Together with revolutionary extremes, “radical” implies something basic, intrinsic and deep-seated. The term derives from radicalis, Latin for “forming the root”—a life-sustaining agent. Like roots of a tree, that which is “radical” may be invisible but nevertheless provides the stability and vitality for healthy and exuberant existence. Envisioning a “radical” campus could imply that we proliferate renegade plans with newfangled architecture. We may well achieve this. Indeed, some of the funkiest new buildings in Canada are found on campuses. However, in this studio, “radical” will be investigated as fundamental cultural and philosophical questions: What is at the root of a thriving University campus? What is the root of learning? What are the roots of architecture?
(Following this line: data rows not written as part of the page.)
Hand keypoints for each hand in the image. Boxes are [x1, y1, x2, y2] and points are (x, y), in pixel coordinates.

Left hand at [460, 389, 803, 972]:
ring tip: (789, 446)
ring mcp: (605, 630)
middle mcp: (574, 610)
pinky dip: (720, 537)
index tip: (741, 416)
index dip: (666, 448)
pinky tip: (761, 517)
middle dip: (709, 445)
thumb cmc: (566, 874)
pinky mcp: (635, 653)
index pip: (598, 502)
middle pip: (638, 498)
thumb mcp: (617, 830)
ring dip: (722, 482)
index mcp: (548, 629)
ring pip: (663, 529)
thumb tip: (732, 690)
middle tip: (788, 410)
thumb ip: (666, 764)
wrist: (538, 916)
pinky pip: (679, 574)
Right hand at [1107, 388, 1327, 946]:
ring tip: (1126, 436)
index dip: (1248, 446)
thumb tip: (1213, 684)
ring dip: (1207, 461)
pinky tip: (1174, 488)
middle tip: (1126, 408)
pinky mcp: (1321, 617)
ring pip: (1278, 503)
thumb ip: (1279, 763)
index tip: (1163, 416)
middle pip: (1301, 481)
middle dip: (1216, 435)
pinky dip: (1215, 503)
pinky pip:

Beginning with these questions (together with cues from Kahn, Erickson and other artists, like those featured on this website), students will create “radical” heuristic devices. Heuristic implies finding and learning by trial and error, by both careful experiment and accidental discovery. Instead of following strict disciplinary methodologies, we will begin heuristically. Through a variety of hands-on modeling, drawing and installation experiments, students will create conditions that engender serendipitous Eurekas, illuminating accidents, effects and consequences. Our aim: to rediscover the delightful desire for learning and life.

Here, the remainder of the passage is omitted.